_About this exercise_.
Return copies of the lines below that mention "Tepatitlán".

_Information shown_.
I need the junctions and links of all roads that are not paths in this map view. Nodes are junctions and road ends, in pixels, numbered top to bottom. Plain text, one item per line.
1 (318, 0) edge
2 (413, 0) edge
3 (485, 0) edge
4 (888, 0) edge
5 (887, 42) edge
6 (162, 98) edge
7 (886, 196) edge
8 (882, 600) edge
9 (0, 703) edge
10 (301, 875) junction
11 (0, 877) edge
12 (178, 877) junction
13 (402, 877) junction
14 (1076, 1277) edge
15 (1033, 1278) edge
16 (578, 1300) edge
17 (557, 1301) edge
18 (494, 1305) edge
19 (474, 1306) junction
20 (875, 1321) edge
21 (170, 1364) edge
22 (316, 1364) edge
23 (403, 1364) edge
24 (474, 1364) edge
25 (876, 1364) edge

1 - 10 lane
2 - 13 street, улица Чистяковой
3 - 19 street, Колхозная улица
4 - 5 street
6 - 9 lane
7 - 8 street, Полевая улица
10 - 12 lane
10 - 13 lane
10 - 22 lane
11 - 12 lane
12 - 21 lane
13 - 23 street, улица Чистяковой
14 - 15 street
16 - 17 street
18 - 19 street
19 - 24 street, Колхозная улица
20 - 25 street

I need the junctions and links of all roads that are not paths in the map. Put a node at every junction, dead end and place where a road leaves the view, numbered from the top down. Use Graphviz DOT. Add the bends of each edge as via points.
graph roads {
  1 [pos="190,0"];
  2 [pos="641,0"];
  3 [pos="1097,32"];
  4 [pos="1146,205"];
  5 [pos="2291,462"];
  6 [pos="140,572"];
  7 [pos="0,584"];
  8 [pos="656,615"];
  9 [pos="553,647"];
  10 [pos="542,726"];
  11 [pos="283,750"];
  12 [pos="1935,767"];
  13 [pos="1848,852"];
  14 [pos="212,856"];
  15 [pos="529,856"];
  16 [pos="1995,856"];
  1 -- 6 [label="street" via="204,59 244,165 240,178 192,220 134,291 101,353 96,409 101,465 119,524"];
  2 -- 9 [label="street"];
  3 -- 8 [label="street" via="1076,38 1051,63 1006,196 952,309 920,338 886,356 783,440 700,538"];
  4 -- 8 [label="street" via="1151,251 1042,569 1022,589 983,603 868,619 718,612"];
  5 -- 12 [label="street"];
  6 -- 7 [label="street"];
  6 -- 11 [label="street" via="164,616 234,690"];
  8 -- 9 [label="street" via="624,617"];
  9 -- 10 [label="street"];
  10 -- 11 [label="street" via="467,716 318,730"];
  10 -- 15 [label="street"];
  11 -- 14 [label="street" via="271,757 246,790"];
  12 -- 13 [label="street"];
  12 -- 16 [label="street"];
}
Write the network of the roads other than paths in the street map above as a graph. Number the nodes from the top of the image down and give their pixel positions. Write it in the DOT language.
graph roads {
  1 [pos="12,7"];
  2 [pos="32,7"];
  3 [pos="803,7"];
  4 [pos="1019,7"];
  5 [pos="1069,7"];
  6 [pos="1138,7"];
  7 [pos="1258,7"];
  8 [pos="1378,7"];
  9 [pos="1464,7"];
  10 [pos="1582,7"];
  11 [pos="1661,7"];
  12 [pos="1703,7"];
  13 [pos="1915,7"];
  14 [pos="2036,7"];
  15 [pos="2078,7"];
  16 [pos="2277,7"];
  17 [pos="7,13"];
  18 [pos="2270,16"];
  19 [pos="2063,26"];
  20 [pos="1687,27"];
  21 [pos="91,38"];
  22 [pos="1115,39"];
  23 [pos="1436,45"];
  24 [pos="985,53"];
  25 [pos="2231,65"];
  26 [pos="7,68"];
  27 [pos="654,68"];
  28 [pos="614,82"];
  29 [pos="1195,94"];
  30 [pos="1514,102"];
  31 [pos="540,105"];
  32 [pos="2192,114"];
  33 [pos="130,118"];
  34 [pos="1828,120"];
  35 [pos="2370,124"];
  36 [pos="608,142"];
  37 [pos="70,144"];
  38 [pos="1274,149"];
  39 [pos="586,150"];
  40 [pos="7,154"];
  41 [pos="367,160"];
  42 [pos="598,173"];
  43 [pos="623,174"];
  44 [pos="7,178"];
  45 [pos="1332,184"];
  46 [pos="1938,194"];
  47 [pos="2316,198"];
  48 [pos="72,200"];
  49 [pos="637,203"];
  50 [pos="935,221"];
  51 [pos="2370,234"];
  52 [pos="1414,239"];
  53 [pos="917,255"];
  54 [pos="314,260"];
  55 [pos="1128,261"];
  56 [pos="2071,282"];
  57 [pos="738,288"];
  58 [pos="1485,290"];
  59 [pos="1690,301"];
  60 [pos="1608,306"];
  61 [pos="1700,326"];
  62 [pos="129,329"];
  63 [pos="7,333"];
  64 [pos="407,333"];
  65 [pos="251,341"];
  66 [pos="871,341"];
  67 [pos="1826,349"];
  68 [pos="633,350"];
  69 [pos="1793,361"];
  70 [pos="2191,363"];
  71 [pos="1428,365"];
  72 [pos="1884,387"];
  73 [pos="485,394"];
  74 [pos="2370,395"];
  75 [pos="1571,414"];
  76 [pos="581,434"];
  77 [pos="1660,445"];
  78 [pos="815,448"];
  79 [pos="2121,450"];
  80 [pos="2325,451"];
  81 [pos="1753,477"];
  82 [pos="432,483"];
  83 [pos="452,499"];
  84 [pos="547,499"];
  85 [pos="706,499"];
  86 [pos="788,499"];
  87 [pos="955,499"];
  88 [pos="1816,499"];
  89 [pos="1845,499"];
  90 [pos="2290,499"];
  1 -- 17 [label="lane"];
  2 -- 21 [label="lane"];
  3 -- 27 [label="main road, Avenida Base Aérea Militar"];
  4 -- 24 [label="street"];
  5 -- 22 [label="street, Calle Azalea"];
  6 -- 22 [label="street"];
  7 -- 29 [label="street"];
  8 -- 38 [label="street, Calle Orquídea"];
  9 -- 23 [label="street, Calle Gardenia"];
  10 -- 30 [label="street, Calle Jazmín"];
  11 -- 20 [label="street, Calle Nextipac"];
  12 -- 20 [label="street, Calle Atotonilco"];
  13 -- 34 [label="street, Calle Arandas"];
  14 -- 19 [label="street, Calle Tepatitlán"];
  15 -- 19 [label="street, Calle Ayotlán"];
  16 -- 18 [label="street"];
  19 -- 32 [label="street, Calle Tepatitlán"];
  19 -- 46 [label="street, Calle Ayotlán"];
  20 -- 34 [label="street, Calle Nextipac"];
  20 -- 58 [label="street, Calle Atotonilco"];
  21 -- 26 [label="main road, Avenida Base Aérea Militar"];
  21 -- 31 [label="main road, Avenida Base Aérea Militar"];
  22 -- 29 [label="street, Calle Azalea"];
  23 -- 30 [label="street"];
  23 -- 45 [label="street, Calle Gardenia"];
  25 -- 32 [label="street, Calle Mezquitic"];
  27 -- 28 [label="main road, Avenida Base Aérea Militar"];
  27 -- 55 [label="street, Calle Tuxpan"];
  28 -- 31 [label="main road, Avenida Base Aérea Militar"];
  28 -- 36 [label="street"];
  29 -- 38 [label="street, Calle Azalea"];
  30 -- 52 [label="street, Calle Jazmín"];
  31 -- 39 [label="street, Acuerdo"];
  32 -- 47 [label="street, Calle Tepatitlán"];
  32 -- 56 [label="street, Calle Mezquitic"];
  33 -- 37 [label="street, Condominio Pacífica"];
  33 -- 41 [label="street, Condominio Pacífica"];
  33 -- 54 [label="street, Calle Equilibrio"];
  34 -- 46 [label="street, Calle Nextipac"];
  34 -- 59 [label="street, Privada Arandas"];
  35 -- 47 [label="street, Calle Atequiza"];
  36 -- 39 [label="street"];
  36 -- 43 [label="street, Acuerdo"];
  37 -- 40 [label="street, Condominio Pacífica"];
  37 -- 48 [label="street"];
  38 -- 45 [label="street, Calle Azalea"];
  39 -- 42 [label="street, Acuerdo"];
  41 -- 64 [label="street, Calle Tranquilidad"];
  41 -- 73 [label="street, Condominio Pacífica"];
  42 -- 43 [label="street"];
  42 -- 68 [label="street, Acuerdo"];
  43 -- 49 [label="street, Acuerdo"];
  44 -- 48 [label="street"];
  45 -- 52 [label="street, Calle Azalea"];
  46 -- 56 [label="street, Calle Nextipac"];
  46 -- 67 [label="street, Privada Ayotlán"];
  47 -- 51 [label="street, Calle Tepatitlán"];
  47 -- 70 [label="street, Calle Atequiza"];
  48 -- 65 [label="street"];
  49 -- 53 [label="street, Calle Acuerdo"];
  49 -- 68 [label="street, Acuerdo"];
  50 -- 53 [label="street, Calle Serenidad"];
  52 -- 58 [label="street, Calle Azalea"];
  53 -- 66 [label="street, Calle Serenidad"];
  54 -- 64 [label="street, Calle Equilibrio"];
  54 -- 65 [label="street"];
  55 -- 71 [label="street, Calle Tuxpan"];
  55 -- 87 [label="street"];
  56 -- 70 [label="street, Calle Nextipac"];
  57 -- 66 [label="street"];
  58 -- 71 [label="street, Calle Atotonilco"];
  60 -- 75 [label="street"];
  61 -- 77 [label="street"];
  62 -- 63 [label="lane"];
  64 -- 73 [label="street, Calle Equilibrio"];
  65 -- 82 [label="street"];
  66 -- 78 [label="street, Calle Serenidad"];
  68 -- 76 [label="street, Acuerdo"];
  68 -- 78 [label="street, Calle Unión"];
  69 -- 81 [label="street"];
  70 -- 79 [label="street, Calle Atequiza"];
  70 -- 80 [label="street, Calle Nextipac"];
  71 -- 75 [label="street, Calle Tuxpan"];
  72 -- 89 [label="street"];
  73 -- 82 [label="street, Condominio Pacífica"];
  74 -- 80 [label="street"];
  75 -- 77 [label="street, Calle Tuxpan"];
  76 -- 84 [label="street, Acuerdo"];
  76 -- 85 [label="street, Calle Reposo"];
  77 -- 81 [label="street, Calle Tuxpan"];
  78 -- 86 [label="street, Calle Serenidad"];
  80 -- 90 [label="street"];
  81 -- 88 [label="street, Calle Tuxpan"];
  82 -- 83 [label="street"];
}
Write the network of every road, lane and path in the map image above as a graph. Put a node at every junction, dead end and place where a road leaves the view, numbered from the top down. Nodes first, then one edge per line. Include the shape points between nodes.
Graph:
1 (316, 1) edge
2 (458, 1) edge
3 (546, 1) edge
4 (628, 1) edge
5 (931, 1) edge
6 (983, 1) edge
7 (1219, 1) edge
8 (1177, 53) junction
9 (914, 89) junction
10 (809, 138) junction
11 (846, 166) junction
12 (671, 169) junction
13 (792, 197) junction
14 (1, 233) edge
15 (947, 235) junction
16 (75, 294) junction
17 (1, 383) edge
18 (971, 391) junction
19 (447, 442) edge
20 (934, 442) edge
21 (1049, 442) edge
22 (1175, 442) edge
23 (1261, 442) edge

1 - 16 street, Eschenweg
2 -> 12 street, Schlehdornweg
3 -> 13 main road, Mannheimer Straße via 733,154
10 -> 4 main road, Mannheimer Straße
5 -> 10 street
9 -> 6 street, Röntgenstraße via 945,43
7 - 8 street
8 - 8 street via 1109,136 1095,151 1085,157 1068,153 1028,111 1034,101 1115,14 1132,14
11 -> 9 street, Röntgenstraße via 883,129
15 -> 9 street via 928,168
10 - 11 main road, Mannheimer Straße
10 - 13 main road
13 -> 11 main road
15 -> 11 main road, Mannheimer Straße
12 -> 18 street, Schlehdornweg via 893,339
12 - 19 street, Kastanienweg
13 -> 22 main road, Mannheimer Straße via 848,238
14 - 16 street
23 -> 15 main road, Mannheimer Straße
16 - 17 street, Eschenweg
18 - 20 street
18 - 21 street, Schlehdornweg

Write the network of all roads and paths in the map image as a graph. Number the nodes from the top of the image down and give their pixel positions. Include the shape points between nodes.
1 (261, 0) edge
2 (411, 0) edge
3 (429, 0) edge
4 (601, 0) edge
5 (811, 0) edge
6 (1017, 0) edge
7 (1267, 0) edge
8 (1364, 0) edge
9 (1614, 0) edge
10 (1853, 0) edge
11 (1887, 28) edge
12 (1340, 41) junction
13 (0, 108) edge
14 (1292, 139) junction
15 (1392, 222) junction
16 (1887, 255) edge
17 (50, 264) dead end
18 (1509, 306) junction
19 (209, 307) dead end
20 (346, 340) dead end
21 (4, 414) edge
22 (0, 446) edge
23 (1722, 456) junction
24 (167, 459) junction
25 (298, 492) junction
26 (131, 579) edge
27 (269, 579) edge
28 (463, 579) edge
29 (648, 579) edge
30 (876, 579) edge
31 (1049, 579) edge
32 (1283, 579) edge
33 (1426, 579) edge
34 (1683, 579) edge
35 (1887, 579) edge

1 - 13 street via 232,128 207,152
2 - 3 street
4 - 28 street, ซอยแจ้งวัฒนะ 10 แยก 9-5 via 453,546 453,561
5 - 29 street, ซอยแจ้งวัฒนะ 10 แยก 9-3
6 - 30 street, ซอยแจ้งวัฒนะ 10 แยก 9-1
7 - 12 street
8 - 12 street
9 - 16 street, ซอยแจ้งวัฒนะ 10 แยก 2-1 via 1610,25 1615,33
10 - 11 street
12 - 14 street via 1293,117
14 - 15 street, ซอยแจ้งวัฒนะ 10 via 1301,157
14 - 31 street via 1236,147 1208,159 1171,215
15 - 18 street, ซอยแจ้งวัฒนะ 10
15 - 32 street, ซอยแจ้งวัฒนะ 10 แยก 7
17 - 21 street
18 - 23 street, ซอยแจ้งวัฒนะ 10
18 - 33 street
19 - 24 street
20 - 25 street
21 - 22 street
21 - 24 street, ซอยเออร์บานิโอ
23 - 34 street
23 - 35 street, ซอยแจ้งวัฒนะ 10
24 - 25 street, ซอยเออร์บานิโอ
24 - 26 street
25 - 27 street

_Expected output_.
  14 -- 19 [label="street, Calle Tepatitlán"];
  19 -- 32 [label="street, Calle Tepatitlán"];
  32 -- 47 [label="street, Calle Tepatitlán"];
  47 -- 51 [label="street, Calle Tepatitlán"];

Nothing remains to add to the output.